At 05:30, the formula for the triangle waveform is incorrect. It should not be "square root" but "square". The correct formula is: 1/harmo-index^2
@TheSlyProfessor
10 ай бұрын
What makes these waves bandlimited? Wouldn't you still get aliasing if the fundamental of these sinesum tones approaches the nyquist limit?
@SoundCodex
4 ай бұрын
Sorry for laaaaaate reply! For a tone to be bandlimited, all of its frequency components must be within a certain range (well below the Nyquist number). These signals are called “band-limited” because the spectral content is limited (one can literally count the harmonics written within sinesum, 12 for the sawtooth wave in the video).
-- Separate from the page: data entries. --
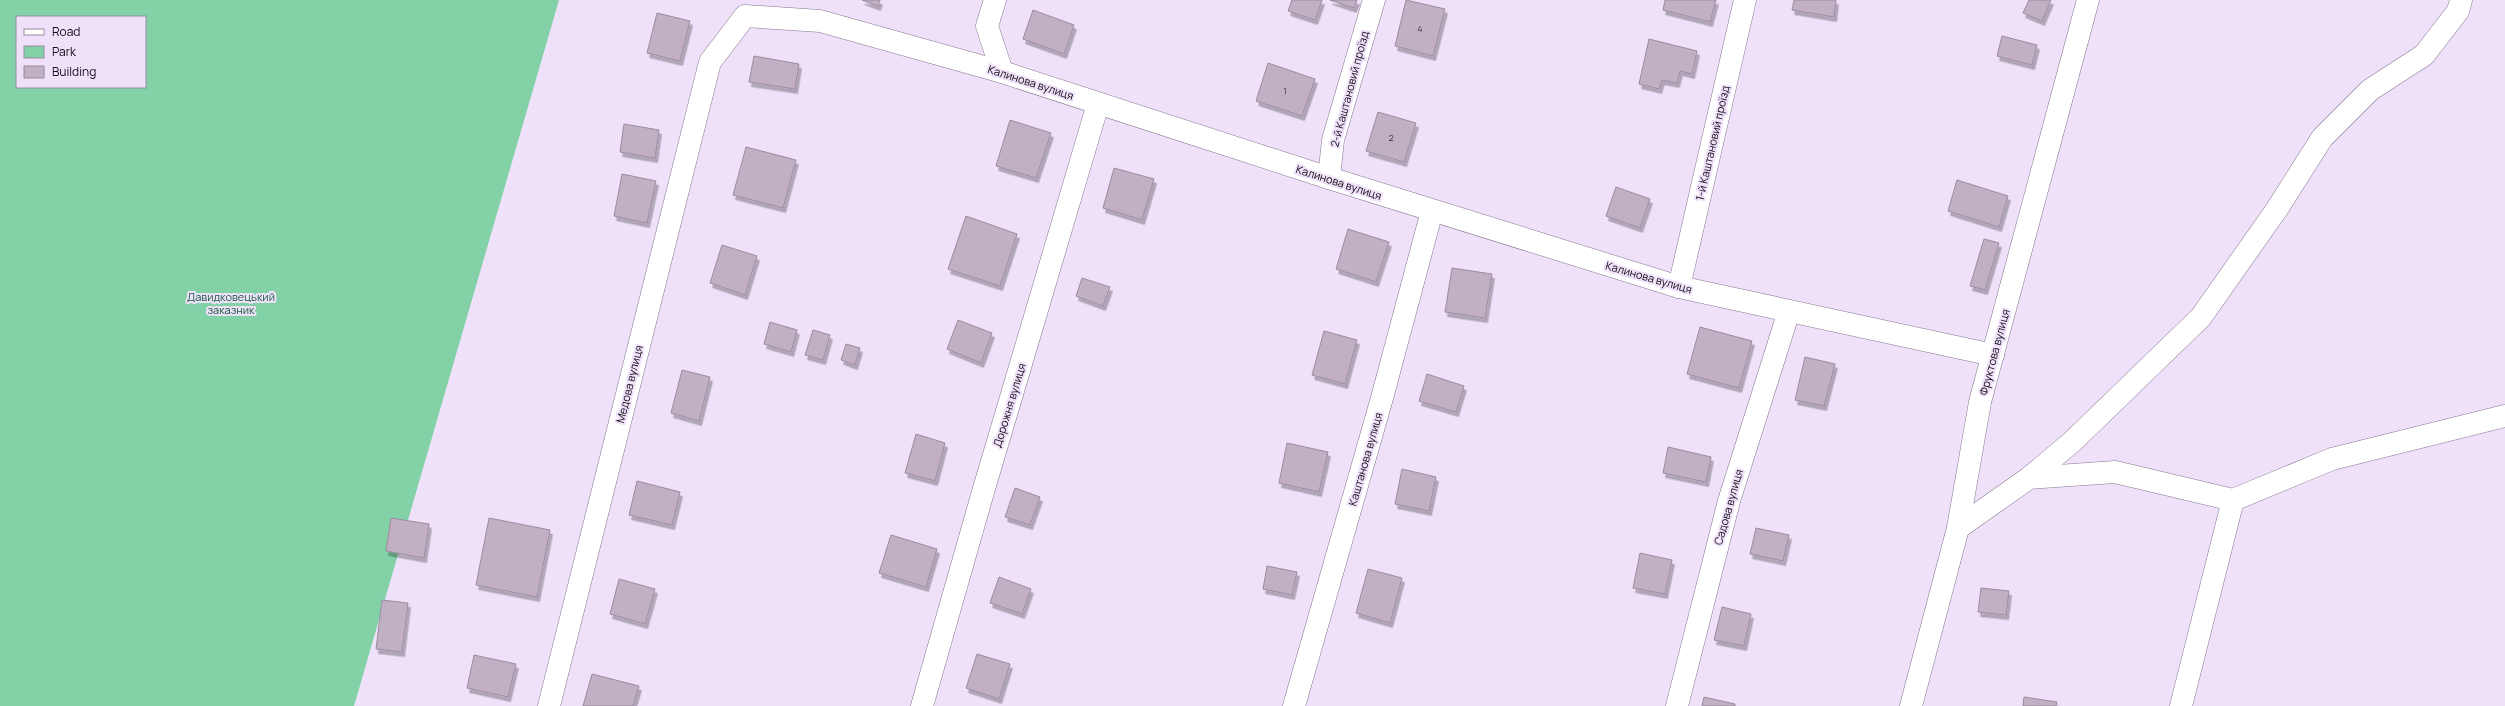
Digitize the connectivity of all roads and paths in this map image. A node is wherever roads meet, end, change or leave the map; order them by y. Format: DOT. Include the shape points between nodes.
graph roads {
  1 [pos="994,0"];
  2 [pos="1374,0"];
  3 [pos="1745,0"];
  4 [pos="2088,0"];
  5 [pos="2461,0"];
  6 [pos="710,62"];
  7 [pos="1002,72"];
  8 [pos="1098,104"];
  9 [pos="1329,178"];
  10 [pos="1432,211"];
  11 [pos="1679,287"];
  12 [pos="1789,311"];
  13 [pos="1993,355"];
  14 [pos="2505,416"];
  15 [pos="2029,478"];
  16 [pos="2233,500"];
  17 [pos="1958,528"];
  18 [pos="549,706"];
  19 [pos="922,706"];
  20 [pos="1294,706"];
  21 [pos="1677,706"];
  22 [pos="1911,706"];
  23 [pos="2181,706"];
  1 -- 7 [label="street" via="986,26"];
  2 -- 9 [label="street, 2-й Каштановий проїзд" via="1333,140"];
  3 -- 11 [label="street, 1-й Каштановий проїзд"];
  4 -- 13 [label="street, Фруктова вулиця"];
  5 -- 15 [label="street" via="2458,11 2424,55 2370,90 2322,138 2277,209 2201,317 2073,441"];
  6 -- 7 [label="street, Калинова вулиця" via="745,16 820,21"];
  6 -- 18 [label="street, Медова вулиця"];
  7 -- 8 [label="street, Калинова вулиця"];
  8 -- 9 [label="street, Калинова вулиця"];
  8 -- 19 [label="street, Дорожня вулиця" via="982,492"];
  9 -- 10 [label="street, Калинова вулиця"];
  10 -- 11 [label="street, Калинова вулиця"];
  10 -- 20 [label="street, Каштанова вулиця" via="1382,398"];
  11 -- 12 [label="street, Калинова вулиця"];
  12 -- 13 [label="street, Калинова вулиця"];
  12 -- 21 [label="street, Садова вулиця" via="1729,502"];
  13 -- 17 [label="street, Фруктова вулиця" via="1980,402"];
  14 -- 16 [label="street" via="2332,459"];
  15 -- 16 [label="street" via="2115,472"];
  15 -- 17 [label="street"];
  16 -- 23 [label="street"];
  17 -- 22 [label="street, Фруктова вулиця"];
}
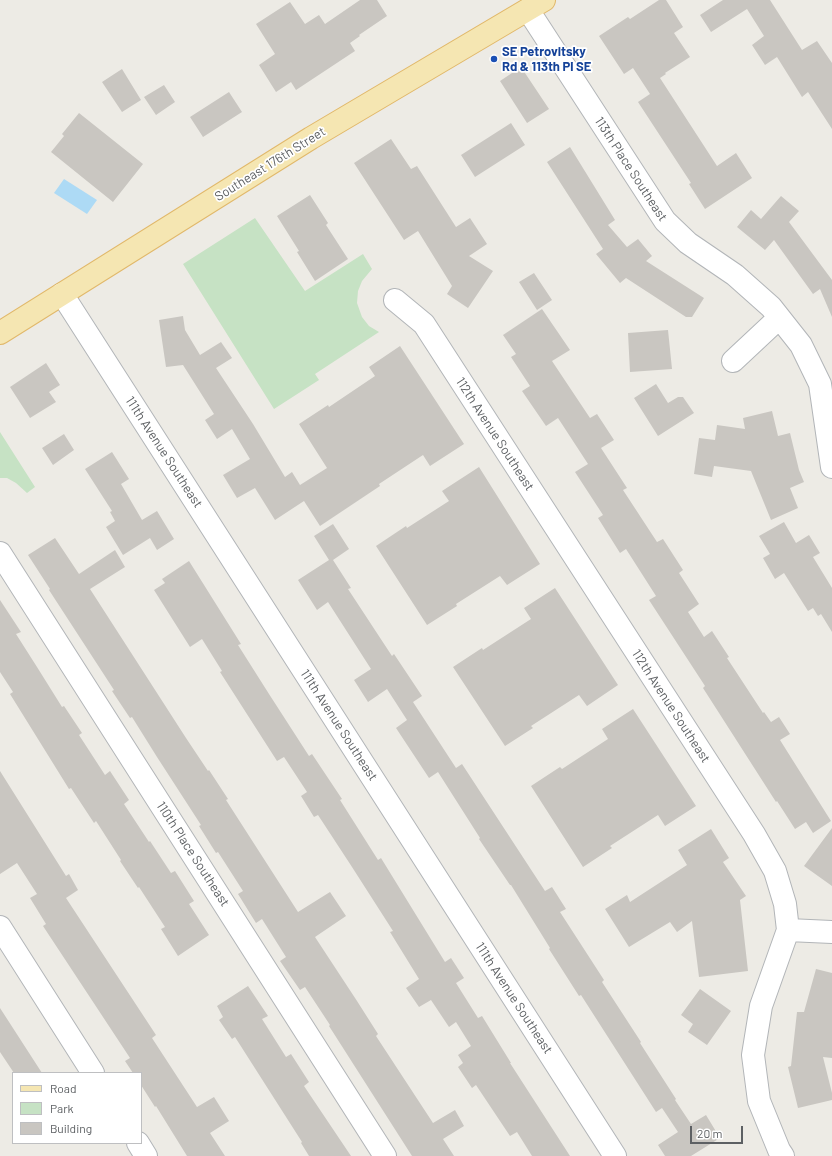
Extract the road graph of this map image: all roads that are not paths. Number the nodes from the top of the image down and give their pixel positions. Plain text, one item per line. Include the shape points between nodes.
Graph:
1 (536, 5) edge
2 (62, 294) junction
3 (395, 300) dead end
4 (779, 318) junction
5 (0, 333) edge
6 (733, 361) dead end
7 (832, 467) edge
8 (0, 553) edge
9 (0, 928) edge
10 (788, 930) junction
11 (832, 932) edge
12 (92, 1072) edge
13 (139, 1144) edge
14 (777, 1154) edge
15 (146, 1156) edge
16 (385, 1156) edge
17 (615, 1156) edge

1 - 2 main road, Southeast 176th Street via 311,138
1 - 4 street, 113th Place Southeast via 665,222 688,243 735,275 771,307
2 - 5 main road, Southeast 176th Street
2 - 17 street, 111th Avenue Southeast
3 - 10 street, 112th Avenue Southeast via 424,324 754,834 775,870 786,904
4 - 6 street
4 - 7 street, 113th Place Southeast via 801,345 820,384
8 - 16 street, 110th Place Southeast
9 - 12 street
10 - 11 street
10 - 14 street, 112th Avenue Southeast via 761,1006 753,1055 759,1101
13 - 15 street

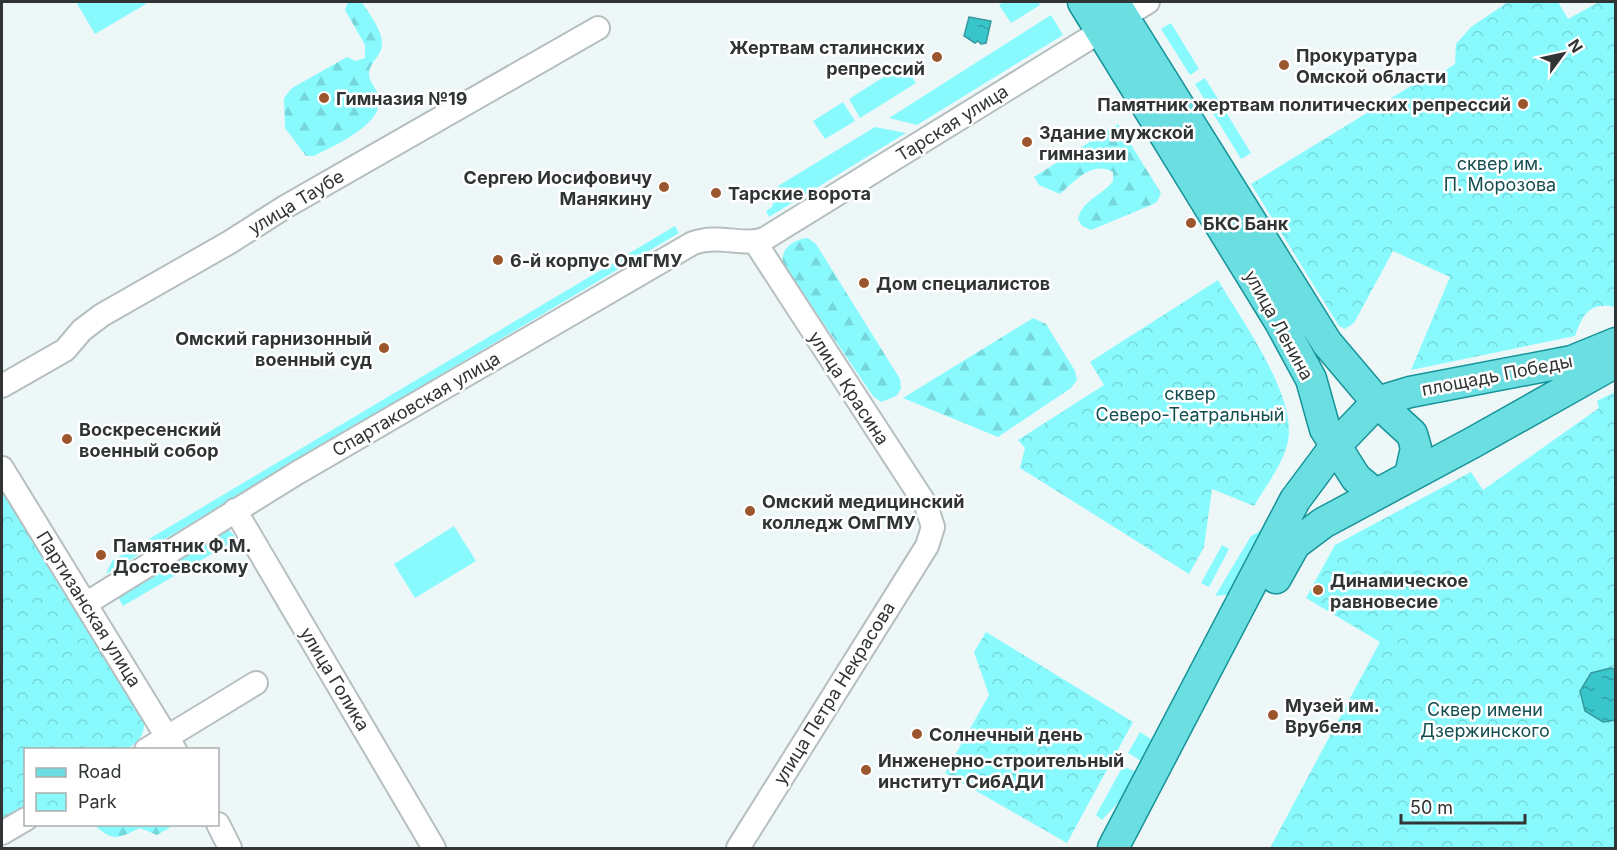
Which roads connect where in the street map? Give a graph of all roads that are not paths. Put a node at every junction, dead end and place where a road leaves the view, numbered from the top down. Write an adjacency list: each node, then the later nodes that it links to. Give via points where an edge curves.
1 (1083, 2): 2 (main road, улица Ленина)
2 (1121, 13): 4 (main road, улица Ленина); 5 (street, Тарская улица)
3 (598, 28): 8 (street, улица Таубе, via 102,315 65,350)
4 (1220, 196): 9 (main road, улица Ленина, via 1340,360); 10 (main road, улица Ленина, via 1311,380 1325,429)
5 (755, 242): 14 (street, Спартаковская улица, via 721,237 693,243); 15 (street, улица Красина, via 926,505 932,518)
6 (1616, 343): 9 (main road, площадь Победы, via 1572,361 1428,388)
7 (1616, 362): 12 (main road, площадь Победы, via 1472,443)
8 (2, 386)
9 (1377, 402): 10 (main road); 12 (main road, via 1412,434 1416,448)
10 (1336, 445): 13 (main road, via 1356,478); 26 (main road, via 1295,500)
11 (2, 468): 16 (street, Партизанская улица, via 74,588)
12 (1412, 468): 13 (main road, площадь Победы)
13 (1374, 494): 27 (main road, площадь Победы, via 1294,544)
14 (235, 510): 16 (street, Спартаковская улица); 24 (street, улица Голика)
15 (931, 537): 25 (street, улица Петра Некрасова)
16 (87, 603): 18 (street, Партизанская улица)
17 (256, 683): 18 (street)
18 (171, 743): 19 (street)
19 (153, 748)
20 (24, 820): 22 (street)
21 (218, 826): 23 (street)
22 (2, 833)
23 (230, 849)
24 (434, 849)
25 (738, 849)
26 (1113, 849)
27 (1134, 849)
If the fundamental (or some harmonics) approaches Nyquist, aliasing occurs. There are some techniques used to mitigate aliasing in these cases, such as anti-aliasing filtering (it will not eliminate aliasing but will reduce its effect).
@atwork22
Жыл бұрын
With a sr of 48000 can't hear any thing with a freq of 25000, according to your formula there should be a Tone 1 at 25000 and a Tone 2 at 1000?! The blue line should rather be the sr itself: If I play a 49000 Hz I hear a 1000 Hz tone.
@SoundCodex
Жыл бұрын
I think the misunderstanding is at minute 00:49 when I say that Tone2 is “the exact difference between the Nyquist number and Tone1”. That sentence is wrong and partially explained but the graphic and formula are correct. Tone1 - Nyquist = the absolute change (Δf) in Hertz of Tone2 in relation to the Nyquist number (obviously if Tone1 > SR/2). Following the video example: with SR at 44.100 Hz (Nyquist number is 22.050 Hz), Tone1 at 23.050 Hz, the absolute variation between the aliased frequency and Nyquist is 1000 Hz. The complete formula to calculate the aliased frequency (Tone 2) is: Nyquist - (f1 - Nyquist) = f2 Referring to your example with SR at 48.000 Hz and Tone1 at 25.000 Hz, Tone2 will be (24.000 - (25.000 - 24.000)) = 23.000 Hz. That’s why you can’t hear anything… 23 KHz is impossible to be perceived by human ear. And finally, if Tone1 is at 49.000 Hz the full formula gives -1000 as result. You exceeded two times + 1000 Hz the Nyquist number. The descending aliased frequency has bounced in the lower end of the spectrum (at 0 Hertz) and kept raising up to 1000 Hertz. I recommend you watch this video kzitem.info/news/bejne/1Z6tmWaPr36jjKQ where this same phenomenon is explained very clearly at minute 04:26. I hope I made myself clear. Thanks for your comment, you gave me the opportunity to point out some significant steps.